▶ TASK OBJECTIVE
This exercise asks for the records to be retyped exactly as they read.

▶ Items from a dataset
──────────────────────────────
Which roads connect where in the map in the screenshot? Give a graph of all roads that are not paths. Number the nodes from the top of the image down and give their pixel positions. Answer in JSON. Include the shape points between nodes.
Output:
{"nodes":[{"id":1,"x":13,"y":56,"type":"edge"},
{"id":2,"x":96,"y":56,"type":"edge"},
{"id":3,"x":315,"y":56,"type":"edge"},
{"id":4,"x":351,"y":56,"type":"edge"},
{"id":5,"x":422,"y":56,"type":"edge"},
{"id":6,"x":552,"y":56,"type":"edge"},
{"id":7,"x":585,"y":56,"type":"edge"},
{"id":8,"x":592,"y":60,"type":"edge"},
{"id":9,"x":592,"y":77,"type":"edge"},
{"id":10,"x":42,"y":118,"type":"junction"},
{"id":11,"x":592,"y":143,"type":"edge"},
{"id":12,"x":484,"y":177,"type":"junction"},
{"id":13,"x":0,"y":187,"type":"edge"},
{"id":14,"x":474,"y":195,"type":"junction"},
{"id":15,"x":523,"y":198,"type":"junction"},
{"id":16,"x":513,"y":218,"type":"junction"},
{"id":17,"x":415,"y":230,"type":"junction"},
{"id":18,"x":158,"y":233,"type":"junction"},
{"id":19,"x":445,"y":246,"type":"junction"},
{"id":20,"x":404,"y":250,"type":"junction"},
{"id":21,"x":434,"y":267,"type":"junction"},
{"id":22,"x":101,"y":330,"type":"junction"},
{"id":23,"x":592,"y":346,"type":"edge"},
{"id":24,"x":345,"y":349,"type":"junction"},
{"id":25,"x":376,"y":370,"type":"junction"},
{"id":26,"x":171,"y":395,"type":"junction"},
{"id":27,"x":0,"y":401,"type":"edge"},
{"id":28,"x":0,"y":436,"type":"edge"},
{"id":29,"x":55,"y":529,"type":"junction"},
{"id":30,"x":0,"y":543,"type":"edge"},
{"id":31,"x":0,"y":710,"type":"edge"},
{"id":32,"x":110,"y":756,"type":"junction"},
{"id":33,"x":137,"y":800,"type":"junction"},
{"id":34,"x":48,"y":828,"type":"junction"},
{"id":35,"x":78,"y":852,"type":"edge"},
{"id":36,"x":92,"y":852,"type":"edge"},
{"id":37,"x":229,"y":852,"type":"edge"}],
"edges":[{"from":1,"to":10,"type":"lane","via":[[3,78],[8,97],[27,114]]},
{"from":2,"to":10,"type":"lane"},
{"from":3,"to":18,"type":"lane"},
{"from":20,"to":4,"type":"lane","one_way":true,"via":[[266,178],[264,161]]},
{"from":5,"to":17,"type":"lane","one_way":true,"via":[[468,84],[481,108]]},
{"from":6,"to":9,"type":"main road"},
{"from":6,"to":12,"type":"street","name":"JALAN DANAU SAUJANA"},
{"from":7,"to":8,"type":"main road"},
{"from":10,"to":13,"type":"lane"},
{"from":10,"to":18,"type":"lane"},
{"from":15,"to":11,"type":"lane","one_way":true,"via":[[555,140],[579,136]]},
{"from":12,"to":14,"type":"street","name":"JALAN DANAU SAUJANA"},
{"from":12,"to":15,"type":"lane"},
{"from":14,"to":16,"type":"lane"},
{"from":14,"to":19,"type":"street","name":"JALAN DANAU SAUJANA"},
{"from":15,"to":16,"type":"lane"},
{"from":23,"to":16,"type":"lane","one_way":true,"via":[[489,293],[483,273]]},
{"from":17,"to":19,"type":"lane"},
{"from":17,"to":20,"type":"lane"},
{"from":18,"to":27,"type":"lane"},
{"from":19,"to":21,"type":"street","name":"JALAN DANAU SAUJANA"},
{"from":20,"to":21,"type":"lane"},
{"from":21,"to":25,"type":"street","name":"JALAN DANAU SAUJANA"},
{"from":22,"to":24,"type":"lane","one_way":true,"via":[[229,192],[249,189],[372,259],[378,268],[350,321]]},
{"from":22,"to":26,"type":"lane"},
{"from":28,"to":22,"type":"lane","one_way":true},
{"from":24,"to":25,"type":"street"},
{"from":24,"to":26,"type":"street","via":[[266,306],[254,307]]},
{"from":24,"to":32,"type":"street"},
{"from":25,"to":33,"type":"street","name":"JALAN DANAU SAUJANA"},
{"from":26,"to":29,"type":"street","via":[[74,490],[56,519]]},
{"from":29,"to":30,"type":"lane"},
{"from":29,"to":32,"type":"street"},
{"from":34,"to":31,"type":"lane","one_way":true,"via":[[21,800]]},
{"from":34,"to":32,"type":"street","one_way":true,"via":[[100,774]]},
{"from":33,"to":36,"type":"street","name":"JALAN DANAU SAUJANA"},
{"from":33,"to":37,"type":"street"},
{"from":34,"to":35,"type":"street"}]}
──────────────────────────────
▶ RESPONSE FOR THIS EXERCISE
Which roads connect where in the map in the screenshot? Give a graph of all roads that are not paths. Number the nodes from the top of the image down and give their pixel positions. Answer in JSON. Include the shape points between nodes.
Output:
{"nodes":[{"id":1,"x":13,"y":56,"type":"edge"},
{"id":2,"x":96,"y":56,"type":"edge"},
{"id":3,"x":315,"y":56,"type":"edge"},
{"id":4,"x":351,"y":56,"type":"edge"},
{"id":5,"x":422,"y":56,"type":"edge"},
{"id":6,"x":552,"y":56,"type":"edge"},
{"id":7,"x":585,"y":56,"type":"edge"},
{"id":8,"x":592,"y":60,"type":"edge"},
{"id":9,"x":592,"y":77,"type":"edge"},
{"id":10,"x":42,"y":118,"type":"junction"},
{"id":11,"x":592,"y":143,"type":"edge"},
{"id":12,"x":484,"y":177,"type":"junction"},
{"id":13,"x":0,"y":187,"type":"edge"},
{"id":14,"x":474,"y":195,"type":"junction"},
{"id":15,"x":523,"y":198,"type":"junction"},
{"id":16,"x":513,"y":218,"type":"junction"},
{"id":17,"x":415,"y":230,"type":"junction"},
{"id":18,"x":158,"y":233,"type":"junction"},
{"id":19,"x":445,"y":246,"type":"junction"},
{"id":20,"x":404,"y":250,"type":"junction"},
{"id":21,"x":434,"y":267,"type":"junction"},
{"id":22,"x":101,"y":330,"type":"junction"},
{"id":23,"x":592,"y":346,"type":"edge"},
{"id":24,"x":345,"y":349,"type":"junction"},
{"id":25,"x":376,"y":370,"type":"junction"},
{"id":26,"x":171,"y":395,"type":"junction"},
{"id":27,"x":0,"y":401,"type":"edge"},
{"id":28,"x":0,"y":436,"type":"edge"},
{"id":29,"x":55,"y":529,"type":"junction"},
{"id":30,"x":0,"y":543,"type":"edge"},
{"id":31,"x":0,"y":710,"type":"edge"},
{"id":32,"x":110,"y":756,"type":"junction"},
{"id":33,"x":137,"y":800,"type":"junction"},
{"id":34,"x":48,"y":828,"type":"junction"},
{"id":35,"x":78,"y":852,"type":"edge"},
{"id":36,"x":92,"y":852,"type":"edge"},
{"id":37,"x":229,"y":852,"type":"edge"}],
"edges":[{"from":1,"to":10,"type":"lane","via":[[3,78],[8,97],[27,114]]},
{"from":2,"to":10,"type":"lane"},
{"from":3,"to":18,"type":"lane"},
{"from":20,"to":4,"type":"lane","one_way":true,"via":[[266,178],[264,161]]},
{"from":5,"to":17,"type":"lane","one_way":true,"via":[[468,84],[481,108]]},
{"from":6,"to":9,"type":"main road"},
{"from":6,"to":12,"type":"street","name":"JALAN DANAU SAUJANA"},
{"from":7,"to":8,"type":"main road"},
{"from":10,"to":13,"type":"lane"},
{"from":10,"to":18,"type":"lane"},
{"from":15,"to":11,"type":"lane","one_way":true,"via":[[555,140],[579,136]]},
{"from":12,"to":14,"type":"street","name":"JALAN DANAU SAUJANA"},
{"from":12,"to":15,"type":"lane"},
{"from":14,"to":16,"type":"lane"},
{"from":14,"to":19,"type":"street","name":"JALAN DANAU SAUJANA"},
{"from":15,"to":16,"type":"lane"},
{"from":23,"to":16,"type":"lane","one_way":true,"via":[[489,293],[483,273]]},
{"from":17,"to":19,"type":"lane"},
{"from":17,"to":20,"type":"lane"},
{"from":18,"to":27,"type":"lane"},
{"from":19,"to":21,"type":"street","name":"JALAN DANAU SAUJANA"},
{"from":20,"to":21,"type":"lane"},
{"from":21,"to":25,"type":"street","name":"JALAN DANAU SAUJANA"},
{"from":22,"to":24,"type":"lane","one_way":true,"via":[[229,192],[249,189],[372,259],[378,268],[350,321]]},
{"from":22,"to":26,"type":"lane"},
{"from":28,"to":22,"type":"lane","one_way":true},
{"from":24,"to":25,"type":"street"},
{"from":24,"to":26,"type":"street","via":[[266,306],[254,307]]},
{"from":24,"to":32,"type":"street"},
{"from":25,"to":33,"type":"street","name":"JALAN DANAU SAUJANA"},
{"from":26,"to":29,"type":"street","via":[[74,490],[56,519]]},
{"from":29,"to":30,"type":"lane"},
{"from":29,"to":32,"type":"street"},
{"from":34,"to":31,"type":"lane","one_way":true,"via":[[21,800]]},
{"from":34,"to":32,"type":"street","one_way":true,"via":[[100,774]]},
{"from":33,"to":36,"type":"street","name":"JALAN DANAU SAUJANA"},
{"from":33,"to":37,"type":"street"},
{"from":34,"to":35,"type":"street"}]}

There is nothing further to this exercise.